How do you begin to cram eight seasons of a highly complicated, awarded, record-breaking, and internet-critiqued global phenomenon into a two-hour musical parody? You set it in Linda the divorcee’s living room.
Spark Creative offer an uproarious crowd-pleaser in the Sydney Opera House’s Playhouse Theatre. Musical genres collide, the production forgoing narrative cogency (which some might say emulates GoT’s eighth season – cue Reddit rage). It pulls no punches in bending over its knee one of the most talked about, most watched shows ever and spanking out the laffs.

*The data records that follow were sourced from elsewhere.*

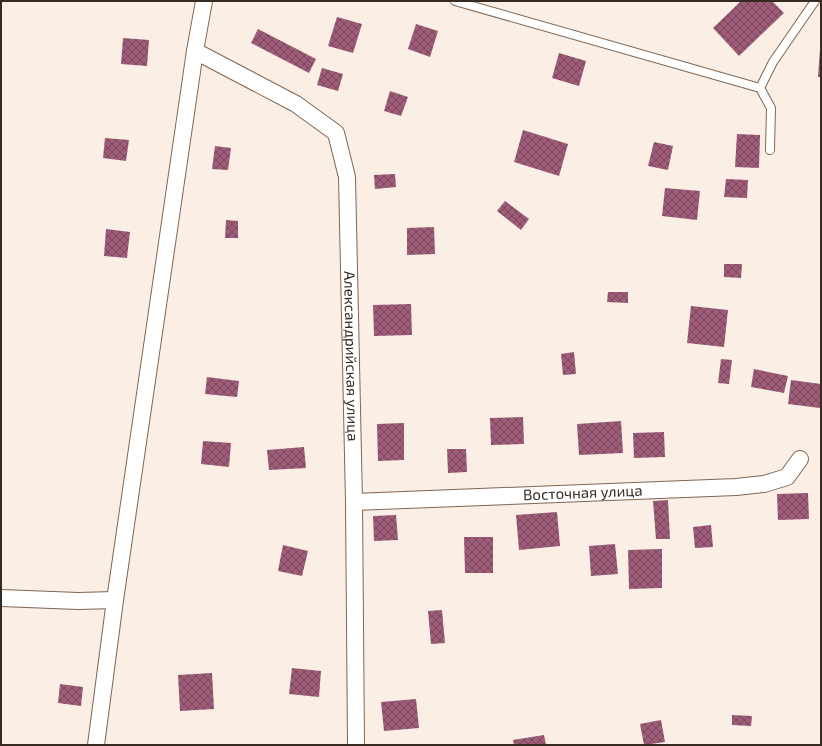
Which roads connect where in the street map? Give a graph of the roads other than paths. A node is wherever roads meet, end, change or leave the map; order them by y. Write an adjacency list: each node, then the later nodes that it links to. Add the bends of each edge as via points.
1 (204, 1): 4 (street)
2 (455, 1): 5 (lane)
3 (815, 1): 5 (lane, via 773,62)
4 (195, 51): 8 (street, Александрийская улица, via 296,104 336,133 347,177); 10 (street)
5 (760, 88): 6 (lane, via 771,108)
6 (770, 150)
7 (800, 459): 8 (street, Восточная улица, via 787,477 764,484 736,487)
8 (354, 502): 12 (street, Александрийская улица)
9 (1, 598): 10 (street)
10 (115, 600): 11 (street)
11 (96, 745)
12 (356, 745)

The plot: Linda (Leslie Collins) is divorced. Her friends decide to surprise her by watching the finale of Game Of Thrones together. She then admits the un-admittable: she’s never watched an episode before. Her friends have an incredible idea: “We’ll act it out for you!” Cue excitement and frivolity.
Spoilers sets the tone for the evening. “It’s about a TV show. If you just read the books, fuck youuuuuu.” Irreligious, the ensemble explicates the major spoilers of seasons one through five before going on to ostensibly spoil the ending to Star Wars: A New Hope (“Darth Vader told Luke “I am your father”) and The Usual Suspects (“Kevin Spacey is Keyser Söze”) among other pop culture hits. It’s self-aware (as any big comedy in 2k19 is), and if you lean into this form of hyper-meta-clever, then buy tickets now: Winter is here.
Jordan Stidham stole the show as Tom (who often played Jon Snow). While the ensemble are all seasoned comedians, Tom seemed to have the audience roaring at every turn. The stagecraft was very well executed – seemingly unprompted mistakes perfectly crafted, as any good slapstick requires. The lighting design deserves great applause as it managed to set the mood incredibly well while also maintaining the setting, which we must remember, is Linda the divorcee’s living room.
Trivial tidbits tickle a keen viewer pink: a Starbucks coffee cup and water bottle get a cameo, and while the costumes are haphazardly crafted from the living room setting, the use of a bathmat for robes is a cheeky nod to GoT’s costume designer Michele Clapton’s innovative choice to make the Night’s Watch capes from IKEA bathmats.
With a song that expresses the convoluted and messy entanglement of characters, houses, and sell-swords, a rap/hip hop ode to The Red Wedding (called Stabbin’), and the inescapable reference to Trump (because the internet-literate globe is obsessed with more than one evil Night King), it’s near essential to anyone who spent two days, 22 hours and 15 minutes watching all eight seasons.